**DATA SUPPLIED**
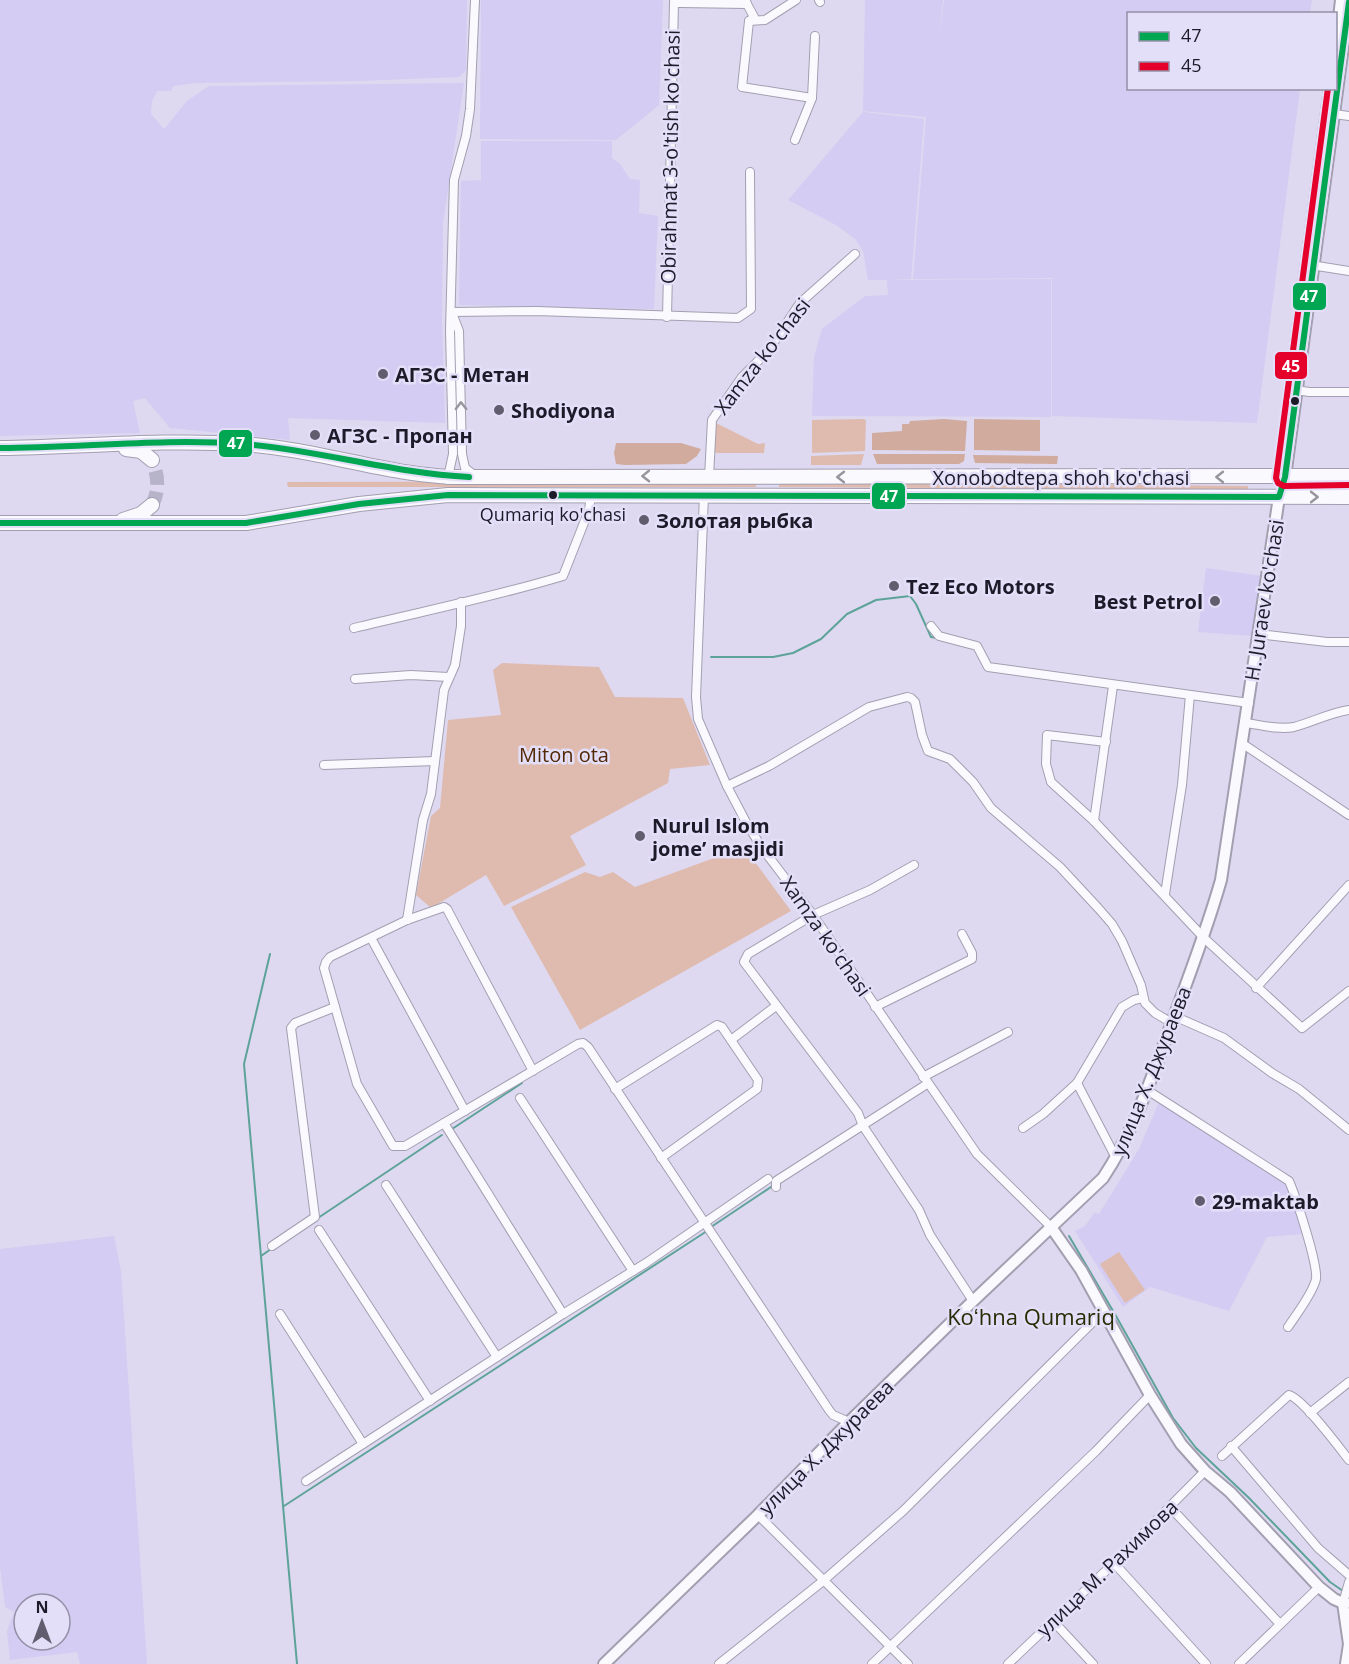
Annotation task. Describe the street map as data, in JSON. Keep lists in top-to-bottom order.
{
  "streets": {
    "highway": ["Xonobodtepa shoh ko'chasi"],
    "street": [
      "Obirahmat 3-o'tish ko'chasi",
      "Xamza ko'chasi",
      "H. Juraev ko'chasi",
      "улица Х. Джураева",
      "улица М. Рахимова"
    ]
  },
  "crossings": [
    ["Xamza ko'chasi", "Xonobodtepa shoh ko'chasi"],
    ["Xamza ko'chasi", "улица Х. Джураева"],
    ["Xonobodtepa shoh ko'chasi", "H. Juraev ko'chasi"],
    ["H. Juraev ko'chasi", "улица Х. Джураева"]
  ],
  "districts": ["Koʻhna Qumariq"],
  "parks": ["Miton ota"],
  "places": [
    "АГЗС - Метан",
    "Shodiyona",
    "АГЗС - Пропан",
    "Qumariq ko'chasi",
    "Золотая рыбка",
    "Tez Eco Motors",
    "Best Petrol",
    "Nurul Islom jome’ masjidi",
    "29-maktab"
  ],
  "lines": ["transit line 47", "transit line 45"],
  "legend": ["47", "45"],
  "north": "top"
}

**WHAT YOU ARE ASKED TO DO**
Once the pictures are set aside, restate the remaining data above exactly.

**WORKED SOLUTION**
Annotation task. Describe the street map as data, in JSON. Keep lists in top-to-bottom order.
{
  "streets": {
    "highway": ["Xonobodtepa shoh ko'chasi"],
    "street": [
      "Obirahmat 3-o'tish ko'chasi",
      "Xamza ko'chasi",
      "H. Juraev ko'chasi",
      "улица Х. Джураева",
      "улица М. Рахимова"
    ]
  },
  "crossings": [
    ["Xamza ko'chasi", "Xonobodtepa shoh ko'chasi"],
    ["Xamza ko'chasi", "улица Х. Джураева"],
    ["Xonobodtepa shoh ko'chasi", "H. Juraev ko'chasi"],
    ["H. Juraev ko'chasi", "улица Х. Джураева"]
  ],
  "districts": ["Koʻhna Qumariq"],
  "parks": ["Miton ota"],
  "places": [
    "АГЗС - Метан",
    "Shodiyona",
    "АГЗС - Пропан",
    "Qumariq ko'chasi",
    "Золотая рыбка",
    "Tez Eco Motors",
    "Best Petrol",
    "Nurul Islom jome’ masjidi",
    "29-maktab"
  ],
  "lines": ["transit line 47", "transit line 45"],
  "legend": ["47", "45"],
  "north": "top"
}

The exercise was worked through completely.